Thanks Jim to double confirm.

> But as you note, re-exec'ing with USR1 is safe.
> E.g. when doing 'systemctl reload virtlockd' you'll notice the following
> output from virtlockd
> 
> Mar 09 15:48:31 xenb1s1 systemd[1]: Reloading Virtual machine lock manager.
> Mar 09 15:48:31 xenb1s1 systemd[1]: Reloaded Virtual machine lock manager.

Yeah, it looks works well for Xen. 

Just FYI, a little off the original topic of this bug. For KVM in my environment, I can see above two lines, but all VMs will be gone too which is different than my understanding. Well, I'm lack of visibility about the importance for KVM customers to judge this.
Comment 19 James Fehlig 2021-03-15 21:48:47 UTC
(In reply to Roger Zhou from comment #18)
> > But as you note, re-exec'ing with USR1 is safe.
> > E.g. when doing 'systemctl reload virtlockd' you'll notice the following
> > output from virtlockd
> > 
> > Mar 09 15:48:31 xenb1s1 systemd[1]: Reloading Virtual machine lock manager.
> > Mar 09 15:48:31 xenb1s1 systemd[1]: Reloaded Virtual machine lock manager.
> 
> Yeah, it looks works well for Xen.

It should work the same for KVM.

> Just FYI, a little off the original topic of this bug. For KVM in my
> environment, I can see above two lines, but all VMs will be gone too which
> is different than my understanding. Well, I'm lack of visibility about the
> importance for KVM customers to judge this.

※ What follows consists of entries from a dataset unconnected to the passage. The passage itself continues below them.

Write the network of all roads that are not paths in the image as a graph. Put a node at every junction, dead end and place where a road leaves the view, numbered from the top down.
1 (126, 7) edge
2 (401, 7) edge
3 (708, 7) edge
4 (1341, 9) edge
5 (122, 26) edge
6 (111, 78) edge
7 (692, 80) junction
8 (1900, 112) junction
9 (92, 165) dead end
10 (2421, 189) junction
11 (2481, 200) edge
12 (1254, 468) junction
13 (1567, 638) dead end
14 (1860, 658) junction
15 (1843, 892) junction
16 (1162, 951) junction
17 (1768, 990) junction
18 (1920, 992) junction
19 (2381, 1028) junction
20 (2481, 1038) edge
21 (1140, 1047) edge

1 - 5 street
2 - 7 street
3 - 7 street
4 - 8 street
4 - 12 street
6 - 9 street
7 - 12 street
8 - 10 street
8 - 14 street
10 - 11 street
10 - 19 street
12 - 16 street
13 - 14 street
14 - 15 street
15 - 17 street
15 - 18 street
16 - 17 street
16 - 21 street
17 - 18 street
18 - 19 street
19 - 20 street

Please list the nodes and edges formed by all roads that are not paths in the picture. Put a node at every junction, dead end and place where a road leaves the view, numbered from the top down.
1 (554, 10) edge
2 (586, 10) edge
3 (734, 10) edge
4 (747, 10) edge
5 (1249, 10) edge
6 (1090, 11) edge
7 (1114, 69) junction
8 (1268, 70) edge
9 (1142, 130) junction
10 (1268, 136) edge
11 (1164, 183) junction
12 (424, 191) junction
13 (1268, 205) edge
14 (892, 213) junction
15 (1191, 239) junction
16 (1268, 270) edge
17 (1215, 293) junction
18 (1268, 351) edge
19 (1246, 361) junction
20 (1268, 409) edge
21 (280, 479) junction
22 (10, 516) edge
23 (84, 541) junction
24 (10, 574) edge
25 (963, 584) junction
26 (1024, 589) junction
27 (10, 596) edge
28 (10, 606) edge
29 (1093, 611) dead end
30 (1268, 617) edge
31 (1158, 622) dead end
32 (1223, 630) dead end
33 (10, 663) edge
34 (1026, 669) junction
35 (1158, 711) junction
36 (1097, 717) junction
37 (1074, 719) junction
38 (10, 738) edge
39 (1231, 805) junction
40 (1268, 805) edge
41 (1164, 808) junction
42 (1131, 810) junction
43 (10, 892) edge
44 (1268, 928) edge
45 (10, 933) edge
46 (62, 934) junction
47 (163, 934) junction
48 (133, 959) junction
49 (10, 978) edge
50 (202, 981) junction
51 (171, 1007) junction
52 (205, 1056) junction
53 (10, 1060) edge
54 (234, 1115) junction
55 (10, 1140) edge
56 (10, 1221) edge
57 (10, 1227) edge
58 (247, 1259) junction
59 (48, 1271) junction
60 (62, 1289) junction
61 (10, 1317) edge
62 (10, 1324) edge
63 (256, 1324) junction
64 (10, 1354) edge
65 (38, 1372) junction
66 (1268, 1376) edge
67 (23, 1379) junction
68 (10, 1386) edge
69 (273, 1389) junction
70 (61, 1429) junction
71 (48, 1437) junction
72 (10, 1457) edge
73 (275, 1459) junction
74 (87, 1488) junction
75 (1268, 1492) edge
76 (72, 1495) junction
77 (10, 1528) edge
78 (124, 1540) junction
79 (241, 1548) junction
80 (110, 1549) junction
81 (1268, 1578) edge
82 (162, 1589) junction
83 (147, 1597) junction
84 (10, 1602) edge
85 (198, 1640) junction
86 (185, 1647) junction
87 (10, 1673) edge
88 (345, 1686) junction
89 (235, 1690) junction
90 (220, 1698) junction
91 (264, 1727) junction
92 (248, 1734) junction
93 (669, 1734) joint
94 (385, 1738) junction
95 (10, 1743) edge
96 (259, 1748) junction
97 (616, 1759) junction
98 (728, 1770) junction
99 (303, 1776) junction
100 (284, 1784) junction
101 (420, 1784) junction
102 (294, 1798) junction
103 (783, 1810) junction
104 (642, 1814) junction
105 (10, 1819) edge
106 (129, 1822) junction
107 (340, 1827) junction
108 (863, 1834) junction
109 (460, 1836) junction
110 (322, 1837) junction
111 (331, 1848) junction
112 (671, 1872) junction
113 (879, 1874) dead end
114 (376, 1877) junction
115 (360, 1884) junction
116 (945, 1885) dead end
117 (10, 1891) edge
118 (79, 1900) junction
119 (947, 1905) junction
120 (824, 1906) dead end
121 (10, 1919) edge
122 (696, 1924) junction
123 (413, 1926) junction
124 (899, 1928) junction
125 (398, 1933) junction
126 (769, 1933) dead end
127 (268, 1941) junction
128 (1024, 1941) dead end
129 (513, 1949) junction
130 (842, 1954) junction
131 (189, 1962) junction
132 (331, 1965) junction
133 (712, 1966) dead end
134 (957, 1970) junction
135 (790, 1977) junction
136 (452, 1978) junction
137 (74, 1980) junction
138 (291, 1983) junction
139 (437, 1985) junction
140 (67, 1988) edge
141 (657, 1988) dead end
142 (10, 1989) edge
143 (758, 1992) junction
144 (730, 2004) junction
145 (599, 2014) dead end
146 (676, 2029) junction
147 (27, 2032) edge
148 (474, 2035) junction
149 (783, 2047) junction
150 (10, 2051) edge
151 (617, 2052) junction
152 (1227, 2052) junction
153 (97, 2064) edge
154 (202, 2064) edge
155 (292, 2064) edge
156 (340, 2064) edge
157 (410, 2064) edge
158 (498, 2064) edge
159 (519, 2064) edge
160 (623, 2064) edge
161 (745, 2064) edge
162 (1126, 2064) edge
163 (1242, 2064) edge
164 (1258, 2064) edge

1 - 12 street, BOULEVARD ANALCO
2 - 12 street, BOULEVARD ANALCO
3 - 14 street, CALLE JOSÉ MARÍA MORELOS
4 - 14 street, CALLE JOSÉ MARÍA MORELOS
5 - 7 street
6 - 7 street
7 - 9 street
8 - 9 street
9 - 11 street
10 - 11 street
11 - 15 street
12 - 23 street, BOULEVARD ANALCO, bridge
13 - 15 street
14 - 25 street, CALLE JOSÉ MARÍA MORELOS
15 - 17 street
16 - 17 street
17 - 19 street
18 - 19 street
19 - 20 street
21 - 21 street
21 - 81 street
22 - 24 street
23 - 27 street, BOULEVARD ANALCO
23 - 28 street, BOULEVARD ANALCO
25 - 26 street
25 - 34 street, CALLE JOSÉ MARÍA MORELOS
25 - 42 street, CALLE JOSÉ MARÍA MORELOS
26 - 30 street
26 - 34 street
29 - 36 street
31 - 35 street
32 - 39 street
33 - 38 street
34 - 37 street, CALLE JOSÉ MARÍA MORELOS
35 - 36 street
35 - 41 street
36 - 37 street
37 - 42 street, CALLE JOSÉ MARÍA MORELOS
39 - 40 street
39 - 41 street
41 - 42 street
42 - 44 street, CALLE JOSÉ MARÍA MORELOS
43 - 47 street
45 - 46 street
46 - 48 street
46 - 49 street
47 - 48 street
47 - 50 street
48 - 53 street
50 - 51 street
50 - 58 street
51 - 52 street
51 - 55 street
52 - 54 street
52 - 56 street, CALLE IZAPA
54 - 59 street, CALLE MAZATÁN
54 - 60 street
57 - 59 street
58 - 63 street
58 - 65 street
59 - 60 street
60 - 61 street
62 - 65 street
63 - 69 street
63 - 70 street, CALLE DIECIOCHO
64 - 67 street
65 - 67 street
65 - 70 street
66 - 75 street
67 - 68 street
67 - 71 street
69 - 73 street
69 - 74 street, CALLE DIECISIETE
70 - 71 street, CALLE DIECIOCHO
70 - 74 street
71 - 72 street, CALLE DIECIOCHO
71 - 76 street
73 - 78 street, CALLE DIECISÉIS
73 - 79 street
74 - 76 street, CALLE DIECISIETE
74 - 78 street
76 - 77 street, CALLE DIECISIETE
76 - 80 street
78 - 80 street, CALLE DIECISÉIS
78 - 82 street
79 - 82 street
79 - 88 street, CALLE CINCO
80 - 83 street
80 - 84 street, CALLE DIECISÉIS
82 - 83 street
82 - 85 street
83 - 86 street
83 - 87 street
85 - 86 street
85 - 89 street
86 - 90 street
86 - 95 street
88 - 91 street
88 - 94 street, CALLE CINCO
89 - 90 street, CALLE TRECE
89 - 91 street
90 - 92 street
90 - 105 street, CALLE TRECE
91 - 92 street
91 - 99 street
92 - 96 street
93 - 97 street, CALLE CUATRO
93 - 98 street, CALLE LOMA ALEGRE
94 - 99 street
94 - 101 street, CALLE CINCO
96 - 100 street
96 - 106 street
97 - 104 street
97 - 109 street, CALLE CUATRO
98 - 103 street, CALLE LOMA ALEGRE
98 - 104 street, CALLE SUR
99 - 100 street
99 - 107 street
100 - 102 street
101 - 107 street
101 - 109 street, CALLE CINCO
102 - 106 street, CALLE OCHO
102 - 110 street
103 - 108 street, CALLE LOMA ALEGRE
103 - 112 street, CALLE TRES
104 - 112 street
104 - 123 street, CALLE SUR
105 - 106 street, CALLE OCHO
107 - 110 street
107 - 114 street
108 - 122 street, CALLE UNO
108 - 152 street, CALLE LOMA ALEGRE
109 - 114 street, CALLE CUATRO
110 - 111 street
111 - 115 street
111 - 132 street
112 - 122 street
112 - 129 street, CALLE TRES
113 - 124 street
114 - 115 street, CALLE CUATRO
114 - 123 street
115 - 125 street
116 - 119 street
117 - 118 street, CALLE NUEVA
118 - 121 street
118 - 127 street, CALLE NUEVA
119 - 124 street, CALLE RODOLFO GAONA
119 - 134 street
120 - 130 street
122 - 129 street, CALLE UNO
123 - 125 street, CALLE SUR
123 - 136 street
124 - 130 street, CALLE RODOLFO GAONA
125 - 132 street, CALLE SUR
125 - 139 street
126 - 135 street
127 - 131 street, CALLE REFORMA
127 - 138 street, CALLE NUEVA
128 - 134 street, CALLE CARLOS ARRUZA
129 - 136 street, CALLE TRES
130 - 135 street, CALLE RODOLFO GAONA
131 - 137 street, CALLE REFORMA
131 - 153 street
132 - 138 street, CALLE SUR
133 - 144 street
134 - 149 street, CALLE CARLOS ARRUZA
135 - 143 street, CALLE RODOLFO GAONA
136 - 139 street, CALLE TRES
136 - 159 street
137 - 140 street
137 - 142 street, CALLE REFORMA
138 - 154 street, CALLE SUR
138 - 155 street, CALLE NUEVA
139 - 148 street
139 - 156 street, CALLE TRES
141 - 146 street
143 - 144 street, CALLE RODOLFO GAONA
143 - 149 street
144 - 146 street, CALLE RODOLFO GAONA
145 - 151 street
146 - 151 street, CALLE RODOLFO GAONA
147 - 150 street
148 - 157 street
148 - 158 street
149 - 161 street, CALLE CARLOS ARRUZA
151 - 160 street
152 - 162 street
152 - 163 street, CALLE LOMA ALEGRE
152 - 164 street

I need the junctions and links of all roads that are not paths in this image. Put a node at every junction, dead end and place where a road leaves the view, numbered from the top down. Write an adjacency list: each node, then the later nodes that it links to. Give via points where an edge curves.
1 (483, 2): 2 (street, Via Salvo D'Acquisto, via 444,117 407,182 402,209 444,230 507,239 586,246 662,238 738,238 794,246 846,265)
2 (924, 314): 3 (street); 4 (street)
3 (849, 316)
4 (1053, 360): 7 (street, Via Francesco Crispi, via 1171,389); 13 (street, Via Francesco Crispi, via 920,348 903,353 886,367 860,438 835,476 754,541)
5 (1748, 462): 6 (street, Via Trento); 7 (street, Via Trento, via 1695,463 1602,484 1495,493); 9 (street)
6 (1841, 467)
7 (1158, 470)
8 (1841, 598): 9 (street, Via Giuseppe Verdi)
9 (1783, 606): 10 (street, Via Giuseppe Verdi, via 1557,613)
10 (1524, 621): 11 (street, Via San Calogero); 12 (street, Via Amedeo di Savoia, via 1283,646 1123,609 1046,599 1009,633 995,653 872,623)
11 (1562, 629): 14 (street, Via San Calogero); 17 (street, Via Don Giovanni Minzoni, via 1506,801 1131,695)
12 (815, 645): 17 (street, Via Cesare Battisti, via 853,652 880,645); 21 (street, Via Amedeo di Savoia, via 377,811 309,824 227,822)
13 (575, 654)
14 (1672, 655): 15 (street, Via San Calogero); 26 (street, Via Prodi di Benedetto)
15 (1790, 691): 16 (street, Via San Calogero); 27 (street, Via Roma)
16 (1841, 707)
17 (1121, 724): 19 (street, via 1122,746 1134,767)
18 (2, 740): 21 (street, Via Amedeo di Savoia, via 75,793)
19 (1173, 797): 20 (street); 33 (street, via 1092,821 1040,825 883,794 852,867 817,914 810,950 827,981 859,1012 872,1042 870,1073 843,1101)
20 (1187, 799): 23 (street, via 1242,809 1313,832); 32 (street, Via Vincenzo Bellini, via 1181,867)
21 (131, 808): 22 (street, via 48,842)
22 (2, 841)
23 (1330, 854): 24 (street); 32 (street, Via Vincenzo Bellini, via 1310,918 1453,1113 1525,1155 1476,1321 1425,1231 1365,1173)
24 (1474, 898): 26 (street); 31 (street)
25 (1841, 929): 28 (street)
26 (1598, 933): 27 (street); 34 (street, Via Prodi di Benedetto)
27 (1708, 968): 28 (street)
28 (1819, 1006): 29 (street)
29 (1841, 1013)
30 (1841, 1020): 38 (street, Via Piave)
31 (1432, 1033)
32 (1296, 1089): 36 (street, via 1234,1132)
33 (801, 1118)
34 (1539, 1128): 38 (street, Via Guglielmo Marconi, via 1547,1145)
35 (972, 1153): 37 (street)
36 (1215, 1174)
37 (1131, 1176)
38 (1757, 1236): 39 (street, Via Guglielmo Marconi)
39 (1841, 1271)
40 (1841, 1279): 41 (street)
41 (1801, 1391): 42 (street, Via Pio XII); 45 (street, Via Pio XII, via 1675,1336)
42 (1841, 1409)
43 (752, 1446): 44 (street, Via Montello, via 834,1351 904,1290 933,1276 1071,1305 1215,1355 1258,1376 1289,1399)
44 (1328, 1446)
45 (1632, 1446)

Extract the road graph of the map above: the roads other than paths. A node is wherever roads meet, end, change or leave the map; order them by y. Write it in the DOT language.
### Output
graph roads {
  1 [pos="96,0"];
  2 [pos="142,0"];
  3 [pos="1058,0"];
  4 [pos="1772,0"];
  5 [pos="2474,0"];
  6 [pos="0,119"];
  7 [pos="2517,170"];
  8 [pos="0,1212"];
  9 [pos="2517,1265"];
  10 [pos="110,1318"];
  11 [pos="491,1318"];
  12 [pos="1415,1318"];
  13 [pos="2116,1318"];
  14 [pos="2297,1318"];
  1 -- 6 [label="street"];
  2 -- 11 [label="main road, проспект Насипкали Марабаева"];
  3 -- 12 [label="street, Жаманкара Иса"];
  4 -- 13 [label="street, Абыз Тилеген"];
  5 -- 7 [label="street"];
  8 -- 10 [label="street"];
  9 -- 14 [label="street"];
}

I checked my SLES15 SP2 test machine and found that virtlockd was crashing on re-exec. Some patches from bug#1183411 are needed

https://bugzilla.suse.com/show_bug.cgi?id=1183411#c6

I have those queued for a future maintenance update of the SLE15 SP2 libvirt package. They can be pulled from our 15 SP2 devel repo if you are interested in testing

https://download.suse.de/ibs/Devel:/Virt:/SLE-15-SP2/SUSE_SLE-15-SP2_Update_standard/
Comment 20 Roger Zhou 2021-03-17 09:34:07 UTC
(In reply to James Fehlig from comment #19)

> https://download.suse.de/ibs/Devel:/Virt:/SLE-15-SP2/SUSE_SLE-15-
> SP2_Update_standard/

It works like a charm. Thanks Jim!
Comment 21 Yan Gao 2022-06-28 14:12:08 UTC
Pacemaker-wise, handling of partial live migration has been improved with this:
https://github.com/ClusterLabs/pacemaker/pull/2739
Comment 25 Yan Gao 2023-07-17 18:33:17 UTC
(In reply to Yan Gao from comment #21)
> Pacemaker-wise, handling of partial live migration has been improved with
> this:
> https://github.com/ClusterLabs/pacemaker/pull/2739

All the relevant issues and improvements on pacemaker for handling live migrations have been addressed and merged upstream as of:

https://github.com/ClusterLabs/pacemaker/pull/2739
https://github.com/ClusterLabs/pacemaker/pull/3020

Included in SLE15 SP5.